### Your assignment
Where a line in the listing below contains the word "Circle", copy that line.

### Extracted information
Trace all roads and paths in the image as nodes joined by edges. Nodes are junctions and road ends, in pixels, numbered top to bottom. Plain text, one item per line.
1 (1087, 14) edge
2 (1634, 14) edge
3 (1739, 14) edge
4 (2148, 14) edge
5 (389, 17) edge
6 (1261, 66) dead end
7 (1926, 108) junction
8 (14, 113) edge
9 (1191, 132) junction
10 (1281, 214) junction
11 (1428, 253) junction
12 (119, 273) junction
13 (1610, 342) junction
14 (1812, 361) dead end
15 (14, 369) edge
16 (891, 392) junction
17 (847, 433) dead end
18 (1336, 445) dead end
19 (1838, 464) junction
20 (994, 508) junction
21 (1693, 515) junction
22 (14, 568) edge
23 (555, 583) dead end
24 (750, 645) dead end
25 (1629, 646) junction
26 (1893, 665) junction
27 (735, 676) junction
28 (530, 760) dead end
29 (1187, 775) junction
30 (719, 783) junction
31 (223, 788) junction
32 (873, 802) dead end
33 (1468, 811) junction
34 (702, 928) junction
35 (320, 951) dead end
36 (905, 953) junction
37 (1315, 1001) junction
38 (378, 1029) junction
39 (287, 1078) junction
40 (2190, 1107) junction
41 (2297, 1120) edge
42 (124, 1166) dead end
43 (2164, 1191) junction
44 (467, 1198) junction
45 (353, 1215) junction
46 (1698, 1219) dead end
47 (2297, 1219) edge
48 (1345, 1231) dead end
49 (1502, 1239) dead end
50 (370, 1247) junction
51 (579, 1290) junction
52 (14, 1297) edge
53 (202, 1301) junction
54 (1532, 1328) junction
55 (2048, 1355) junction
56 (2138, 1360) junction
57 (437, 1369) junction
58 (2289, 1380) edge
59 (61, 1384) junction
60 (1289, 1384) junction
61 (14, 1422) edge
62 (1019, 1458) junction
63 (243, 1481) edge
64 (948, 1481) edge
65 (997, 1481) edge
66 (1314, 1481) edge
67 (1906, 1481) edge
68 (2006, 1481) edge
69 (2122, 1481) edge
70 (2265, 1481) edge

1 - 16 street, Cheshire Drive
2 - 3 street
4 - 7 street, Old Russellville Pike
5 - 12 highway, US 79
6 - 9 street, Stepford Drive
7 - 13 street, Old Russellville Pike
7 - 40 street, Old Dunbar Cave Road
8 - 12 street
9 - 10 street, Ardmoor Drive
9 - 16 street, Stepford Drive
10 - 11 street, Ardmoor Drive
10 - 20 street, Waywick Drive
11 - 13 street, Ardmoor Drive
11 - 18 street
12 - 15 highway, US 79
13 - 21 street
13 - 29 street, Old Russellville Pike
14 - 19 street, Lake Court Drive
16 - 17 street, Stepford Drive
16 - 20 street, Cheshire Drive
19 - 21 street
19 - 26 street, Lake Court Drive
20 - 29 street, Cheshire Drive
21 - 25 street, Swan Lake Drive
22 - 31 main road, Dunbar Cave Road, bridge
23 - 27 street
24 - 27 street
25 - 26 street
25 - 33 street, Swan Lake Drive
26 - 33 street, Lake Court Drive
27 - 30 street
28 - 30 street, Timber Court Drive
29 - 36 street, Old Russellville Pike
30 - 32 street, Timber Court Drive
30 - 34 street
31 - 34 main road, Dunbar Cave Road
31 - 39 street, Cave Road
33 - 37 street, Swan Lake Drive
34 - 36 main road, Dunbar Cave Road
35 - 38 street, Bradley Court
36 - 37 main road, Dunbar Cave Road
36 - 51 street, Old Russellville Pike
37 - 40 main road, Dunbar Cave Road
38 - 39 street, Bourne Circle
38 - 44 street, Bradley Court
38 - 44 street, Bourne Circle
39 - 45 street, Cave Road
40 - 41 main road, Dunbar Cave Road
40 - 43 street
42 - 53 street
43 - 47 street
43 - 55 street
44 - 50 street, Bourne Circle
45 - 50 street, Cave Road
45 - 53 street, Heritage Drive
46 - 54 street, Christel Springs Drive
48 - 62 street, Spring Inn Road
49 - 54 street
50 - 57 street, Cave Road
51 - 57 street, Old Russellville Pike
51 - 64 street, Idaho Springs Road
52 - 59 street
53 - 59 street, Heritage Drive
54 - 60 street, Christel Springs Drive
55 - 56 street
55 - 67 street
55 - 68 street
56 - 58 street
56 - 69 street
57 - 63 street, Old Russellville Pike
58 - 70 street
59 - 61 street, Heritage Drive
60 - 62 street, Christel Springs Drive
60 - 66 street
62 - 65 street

### Expected answer
38 - 39 street, Bourne Circle
38 - 44 street, Bourne Circle
44 - 50 street, Bourne Circle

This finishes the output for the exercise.